Question

A helicopter is rising up from ground with an acceleration of $g{\text{m/s}}^2$, starting from rest after raising a height $h$ it attains a velocity of $v\text{m/s}$. At this instant, a particle is now released from the helicopter. Take $t=0$ at releasing time, calculate the time $t$ when particle reaches to the ground.

• A. $\sqrt{\frac{2h}{g}}$
• B. $2\sqrt{\frac{2h}{g}}$
• C. $(1+\sqrt{2})\sqrt{\frac{2h}{g}}$
• D. $4\sqrt{\frac{2h}{g}}$

Answer 1

The correct option is C $(1+\sqrt{2})\sqrt{\frac{2h}{g}}$

For upward motion of helicopter:

From third equation of motion,

$v^2=u^2+2as$

Here, $u=0;v=v;a=g;s=h$

$v^2=0+2as$

$v=\sqrt{2gh}$

Now, for the particle, motion will be as shown in figure, and it starts moving under gravity.

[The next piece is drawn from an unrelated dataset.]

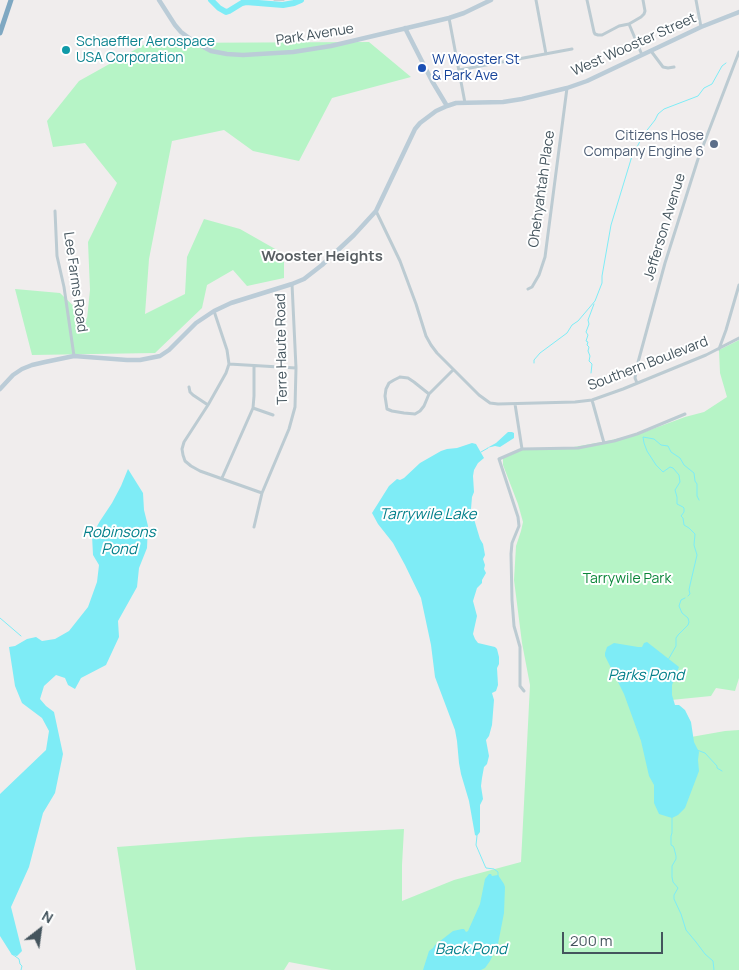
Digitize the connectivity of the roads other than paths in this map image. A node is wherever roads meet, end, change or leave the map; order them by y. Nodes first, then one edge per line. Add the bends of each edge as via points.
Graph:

So, from second equation of motion,

$s_1=u_{1}t+\frac{1}{2}{a}_1{t}^2$

Here, $u_1=v=\sqrt{2gh};s_1=-h;a_1=-g$

$\Rightarrow -h=\sqrt{2gh}t-\frac{1}{2}g{t}^2$

$\frac{1}{2}g{t}^2-\sqrt{2gh}t-h=0$

So, value of $t$ will be,

$t=\frac{\sqrt{2gh}\pm \sqrt{2gh-(4\times \frac{g}{2}\times (-h)})}{2\times \frac{g}{2}}$

$t=\sqrt{\frac{2h}{g}}(1\pm \sqrt{2})$

Since, $t$ can't be negative,

$\therefore t=\sqrt{\frac{2h}{g}}(1+\sqrt{2})$

Hence, option $\left(\text{C}\right)$ is correct.